WORK INSTRUCTIONS
Go through the data line by line. Copy each one holding the string "Stadyum".

• • • •

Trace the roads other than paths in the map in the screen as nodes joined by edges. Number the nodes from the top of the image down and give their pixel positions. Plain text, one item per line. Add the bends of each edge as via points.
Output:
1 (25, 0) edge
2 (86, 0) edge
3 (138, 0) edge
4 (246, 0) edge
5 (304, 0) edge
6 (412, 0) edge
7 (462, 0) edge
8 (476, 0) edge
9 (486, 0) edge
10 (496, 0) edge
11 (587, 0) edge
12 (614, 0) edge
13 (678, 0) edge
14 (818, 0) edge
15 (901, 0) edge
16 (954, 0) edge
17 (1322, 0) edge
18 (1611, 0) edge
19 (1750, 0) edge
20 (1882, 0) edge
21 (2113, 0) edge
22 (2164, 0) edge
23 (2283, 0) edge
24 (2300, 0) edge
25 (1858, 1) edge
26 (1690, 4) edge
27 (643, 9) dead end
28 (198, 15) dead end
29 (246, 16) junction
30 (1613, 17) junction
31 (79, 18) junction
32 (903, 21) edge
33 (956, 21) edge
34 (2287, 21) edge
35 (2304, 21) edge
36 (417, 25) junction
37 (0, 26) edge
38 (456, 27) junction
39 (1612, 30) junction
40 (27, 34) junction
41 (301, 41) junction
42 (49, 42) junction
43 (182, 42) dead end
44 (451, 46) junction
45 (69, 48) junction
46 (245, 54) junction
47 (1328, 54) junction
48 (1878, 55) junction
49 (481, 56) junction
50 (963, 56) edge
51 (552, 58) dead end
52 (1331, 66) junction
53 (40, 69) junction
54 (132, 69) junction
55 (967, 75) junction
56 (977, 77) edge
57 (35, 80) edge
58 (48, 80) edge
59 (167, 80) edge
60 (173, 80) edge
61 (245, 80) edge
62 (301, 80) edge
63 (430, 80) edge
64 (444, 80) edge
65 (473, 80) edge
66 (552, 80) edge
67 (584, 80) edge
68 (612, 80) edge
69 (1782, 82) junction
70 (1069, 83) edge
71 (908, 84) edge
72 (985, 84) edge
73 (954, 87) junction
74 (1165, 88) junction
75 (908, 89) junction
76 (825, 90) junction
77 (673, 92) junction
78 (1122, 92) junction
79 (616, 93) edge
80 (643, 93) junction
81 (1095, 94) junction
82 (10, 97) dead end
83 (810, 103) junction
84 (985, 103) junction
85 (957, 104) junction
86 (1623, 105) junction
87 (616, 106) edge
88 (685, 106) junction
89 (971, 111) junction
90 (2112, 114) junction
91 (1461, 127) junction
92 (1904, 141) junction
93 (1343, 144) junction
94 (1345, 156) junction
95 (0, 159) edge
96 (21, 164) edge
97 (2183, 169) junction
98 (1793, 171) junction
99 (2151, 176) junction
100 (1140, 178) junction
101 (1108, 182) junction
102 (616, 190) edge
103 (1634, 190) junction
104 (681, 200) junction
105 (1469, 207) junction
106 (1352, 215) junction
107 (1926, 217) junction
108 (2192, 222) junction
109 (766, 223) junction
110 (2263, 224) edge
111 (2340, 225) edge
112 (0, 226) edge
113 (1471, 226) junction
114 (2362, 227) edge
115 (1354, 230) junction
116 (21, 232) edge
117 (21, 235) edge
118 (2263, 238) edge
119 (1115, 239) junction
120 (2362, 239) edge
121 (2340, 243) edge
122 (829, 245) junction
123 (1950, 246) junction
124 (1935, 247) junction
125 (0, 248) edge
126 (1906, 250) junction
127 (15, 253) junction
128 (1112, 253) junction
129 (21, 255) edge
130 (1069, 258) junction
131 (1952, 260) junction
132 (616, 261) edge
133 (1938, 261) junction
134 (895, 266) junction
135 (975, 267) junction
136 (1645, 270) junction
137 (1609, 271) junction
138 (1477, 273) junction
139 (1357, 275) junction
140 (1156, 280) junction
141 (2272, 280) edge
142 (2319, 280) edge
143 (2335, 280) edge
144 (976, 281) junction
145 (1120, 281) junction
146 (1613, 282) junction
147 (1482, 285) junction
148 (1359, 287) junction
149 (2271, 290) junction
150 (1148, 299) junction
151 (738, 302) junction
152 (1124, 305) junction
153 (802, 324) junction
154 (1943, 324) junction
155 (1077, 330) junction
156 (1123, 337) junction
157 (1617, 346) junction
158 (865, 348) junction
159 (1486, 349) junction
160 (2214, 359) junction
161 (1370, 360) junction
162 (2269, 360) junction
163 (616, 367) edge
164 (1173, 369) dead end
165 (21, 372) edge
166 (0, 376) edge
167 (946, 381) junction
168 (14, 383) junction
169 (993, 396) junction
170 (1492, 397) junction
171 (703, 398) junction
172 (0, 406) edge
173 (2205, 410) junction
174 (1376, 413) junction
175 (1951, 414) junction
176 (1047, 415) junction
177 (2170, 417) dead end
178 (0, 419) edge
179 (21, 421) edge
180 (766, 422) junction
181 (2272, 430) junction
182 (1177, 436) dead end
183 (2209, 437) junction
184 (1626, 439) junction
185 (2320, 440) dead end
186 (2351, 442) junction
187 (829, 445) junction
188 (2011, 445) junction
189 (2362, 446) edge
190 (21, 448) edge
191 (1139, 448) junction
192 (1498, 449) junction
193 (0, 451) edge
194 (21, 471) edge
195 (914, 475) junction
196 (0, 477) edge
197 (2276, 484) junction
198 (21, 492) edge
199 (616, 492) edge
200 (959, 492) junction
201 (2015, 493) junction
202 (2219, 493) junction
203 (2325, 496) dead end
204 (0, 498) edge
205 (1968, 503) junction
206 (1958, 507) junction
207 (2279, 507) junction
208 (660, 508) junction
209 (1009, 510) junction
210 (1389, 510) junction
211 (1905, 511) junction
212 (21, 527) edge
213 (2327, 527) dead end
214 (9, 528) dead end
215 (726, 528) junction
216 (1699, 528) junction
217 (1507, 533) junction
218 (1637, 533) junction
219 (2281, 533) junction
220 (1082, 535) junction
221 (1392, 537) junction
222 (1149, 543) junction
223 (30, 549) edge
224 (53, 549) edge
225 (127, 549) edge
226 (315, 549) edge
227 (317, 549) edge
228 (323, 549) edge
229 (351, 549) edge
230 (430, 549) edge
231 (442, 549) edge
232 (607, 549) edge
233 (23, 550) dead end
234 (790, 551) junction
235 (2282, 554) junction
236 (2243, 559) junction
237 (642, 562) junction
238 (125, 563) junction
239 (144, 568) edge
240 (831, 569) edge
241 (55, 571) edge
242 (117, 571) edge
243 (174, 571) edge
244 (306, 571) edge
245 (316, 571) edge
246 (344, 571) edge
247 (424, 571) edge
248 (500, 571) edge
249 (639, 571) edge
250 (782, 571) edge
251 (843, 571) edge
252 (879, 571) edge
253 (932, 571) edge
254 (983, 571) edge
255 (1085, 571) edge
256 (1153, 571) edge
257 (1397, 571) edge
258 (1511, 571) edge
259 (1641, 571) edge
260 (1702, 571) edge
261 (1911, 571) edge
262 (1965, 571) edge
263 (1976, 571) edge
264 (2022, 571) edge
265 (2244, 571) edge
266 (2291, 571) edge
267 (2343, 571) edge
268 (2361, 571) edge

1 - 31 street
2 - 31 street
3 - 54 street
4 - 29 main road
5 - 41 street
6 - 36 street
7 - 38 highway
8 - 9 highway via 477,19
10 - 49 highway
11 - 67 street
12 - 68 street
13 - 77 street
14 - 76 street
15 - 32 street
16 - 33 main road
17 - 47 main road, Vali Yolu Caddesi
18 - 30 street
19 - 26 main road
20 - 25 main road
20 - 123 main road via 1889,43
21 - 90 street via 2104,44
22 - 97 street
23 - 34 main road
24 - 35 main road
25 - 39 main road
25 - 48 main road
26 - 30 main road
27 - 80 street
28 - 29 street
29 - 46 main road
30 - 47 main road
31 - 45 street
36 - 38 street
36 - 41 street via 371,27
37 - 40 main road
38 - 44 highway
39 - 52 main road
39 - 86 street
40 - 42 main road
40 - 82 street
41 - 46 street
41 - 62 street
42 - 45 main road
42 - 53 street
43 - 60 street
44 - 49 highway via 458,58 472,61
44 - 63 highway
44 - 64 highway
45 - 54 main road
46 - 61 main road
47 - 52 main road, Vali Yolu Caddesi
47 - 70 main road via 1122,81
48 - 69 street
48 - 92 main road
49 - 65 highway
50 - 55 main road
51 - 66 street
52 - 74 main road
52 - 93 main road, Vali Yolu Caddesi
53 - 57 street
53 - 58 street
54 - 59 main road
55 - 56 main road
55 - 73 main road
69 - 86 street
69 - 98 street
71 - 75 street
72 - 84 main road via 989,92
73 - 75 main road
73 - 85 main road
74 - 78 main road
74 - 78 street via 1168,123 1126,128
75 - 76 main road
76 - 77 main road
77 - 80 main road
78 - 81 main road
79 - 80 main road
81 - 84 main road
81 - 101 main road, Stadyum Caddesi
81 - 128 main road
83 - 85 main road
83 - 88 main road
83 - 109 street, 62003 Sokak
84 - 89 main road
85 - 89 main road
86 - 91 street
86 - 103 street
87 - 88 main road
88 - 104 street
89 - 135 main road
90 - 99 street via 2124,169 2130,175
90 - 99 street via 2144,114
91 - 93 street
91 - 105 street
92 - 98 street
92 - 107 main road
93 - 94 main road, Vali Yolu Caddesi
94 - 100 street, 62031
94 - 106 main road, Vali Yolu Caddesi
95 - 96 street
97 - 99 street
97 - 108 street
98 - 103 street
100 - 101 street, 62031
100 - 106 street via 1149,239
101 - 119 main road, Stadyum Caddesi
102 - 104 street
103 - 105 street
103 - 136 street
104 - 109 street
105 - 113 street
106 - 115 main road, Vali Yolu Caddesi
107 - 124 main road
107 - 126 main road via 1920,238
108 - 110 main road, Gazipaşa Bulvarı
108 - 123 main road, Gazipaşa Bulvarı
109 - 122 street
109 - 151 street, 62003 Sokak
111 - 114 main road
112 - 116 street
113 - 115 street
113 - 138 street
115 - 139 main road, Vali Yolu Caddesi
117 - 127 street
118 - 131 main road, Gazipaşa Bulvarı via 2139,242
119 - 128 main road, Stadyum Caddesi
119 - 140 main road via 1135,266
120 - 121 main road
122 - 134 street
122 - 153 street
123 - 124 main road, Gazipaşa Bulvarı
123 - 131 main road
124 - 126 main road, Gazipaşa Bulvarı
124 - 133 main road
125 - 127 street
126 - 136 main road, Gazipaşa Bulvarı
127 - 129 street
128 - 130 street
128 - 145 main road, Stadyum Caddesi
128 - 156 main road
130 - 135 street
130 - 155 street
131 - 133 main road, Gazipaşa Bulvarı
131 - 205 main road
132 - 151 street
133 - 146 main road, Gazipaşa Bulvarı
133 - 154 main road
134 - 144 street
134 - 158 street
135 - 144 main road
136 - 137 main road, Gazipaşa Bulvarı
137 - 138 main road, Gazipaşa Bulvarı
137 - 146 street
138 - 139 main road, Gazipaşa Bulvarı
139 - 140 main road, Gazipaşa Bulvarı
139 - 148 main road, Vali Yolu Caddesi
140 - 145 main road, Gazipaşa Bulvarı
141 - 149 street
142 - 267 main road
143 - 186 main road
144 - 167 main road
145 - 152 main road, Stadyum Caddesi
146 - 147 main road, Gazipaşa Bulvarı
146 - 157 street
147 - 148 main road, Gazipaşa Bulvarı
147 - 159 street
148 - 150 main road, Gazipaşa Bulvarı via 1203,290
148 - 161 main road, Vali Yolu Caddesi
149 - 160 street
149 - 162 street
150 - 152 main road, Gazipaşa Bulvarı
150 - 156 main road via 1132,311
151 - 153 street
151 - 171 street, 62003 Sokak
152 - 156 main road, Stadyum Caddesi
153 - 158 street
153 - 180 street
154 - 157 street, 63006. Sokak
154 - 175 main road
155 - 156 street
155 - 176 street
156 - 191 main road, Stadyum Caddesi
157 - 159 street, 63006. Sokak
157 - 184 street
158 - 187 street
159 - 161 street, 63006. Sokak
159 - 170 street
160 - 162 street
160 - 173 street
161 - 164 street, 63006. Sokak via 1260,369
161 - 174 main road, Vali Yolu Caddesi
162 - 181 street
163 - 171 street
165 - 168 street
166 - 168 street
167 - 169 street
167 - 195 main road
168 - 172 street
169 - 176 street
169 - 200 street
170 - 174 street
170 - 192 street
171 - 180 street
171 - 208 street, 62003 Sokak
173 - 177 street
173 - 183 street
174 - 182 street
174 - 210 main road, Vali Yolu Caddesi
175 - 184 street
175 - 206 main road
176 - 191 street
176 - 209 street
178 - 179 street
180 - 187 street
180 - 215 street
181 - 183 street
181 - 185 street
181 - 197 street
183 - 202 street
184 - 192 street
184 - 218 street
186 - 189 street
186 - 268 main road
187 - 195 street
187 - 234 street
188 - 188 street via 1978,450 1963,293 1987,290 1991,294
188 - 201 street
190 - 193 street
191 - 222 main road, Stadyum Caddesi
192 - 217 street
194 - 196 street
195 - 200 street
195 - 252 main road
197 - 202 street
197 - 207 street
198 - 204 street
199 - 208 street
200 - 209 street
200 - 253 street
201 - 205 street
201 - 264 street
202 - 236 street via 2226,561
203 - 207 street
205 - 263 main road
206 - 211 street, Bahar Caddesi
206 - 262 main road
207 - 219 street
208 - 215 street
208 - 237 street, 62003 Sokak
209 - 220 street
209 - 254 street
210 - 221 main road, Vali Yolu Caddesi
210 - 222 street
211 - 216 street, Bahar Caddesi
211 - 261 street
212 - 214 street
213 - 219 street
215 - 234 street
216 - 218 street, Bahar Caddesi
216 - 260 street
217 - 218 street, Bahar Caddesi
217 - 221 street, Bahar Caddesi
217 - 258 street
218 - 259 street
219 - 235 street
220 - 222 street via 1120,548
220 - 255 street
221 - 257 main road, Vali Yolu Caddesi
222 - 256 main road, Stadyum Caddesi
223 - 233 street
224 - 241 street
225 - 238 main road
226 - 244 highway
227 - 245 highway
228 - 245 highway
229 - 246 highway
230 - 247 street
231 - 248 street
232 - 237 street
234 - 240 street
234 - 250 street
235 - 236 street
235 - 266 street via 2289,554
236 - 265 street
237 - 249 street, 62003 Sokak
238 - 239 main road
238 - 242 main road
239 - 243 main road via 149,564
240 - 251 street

• • • •

RESULT FOR THIS EXERCISE
81 - 101 main road, Stadyum Caddesi
101 - 119 main road, Stadyum Caddesi
119 - 128 main road, Stadyum Caddesi
128 - 145 main road, Stadyum Caddesi
145 - 152 main road, Stadyum Caddesi
152 - 156 main road, Stadyum Caddesi
156 - 191 main road, Stadyum Caddesi
191 - 222 main road, Stadyum Caddesi
222 - 256 main road, Stadyum Caddesi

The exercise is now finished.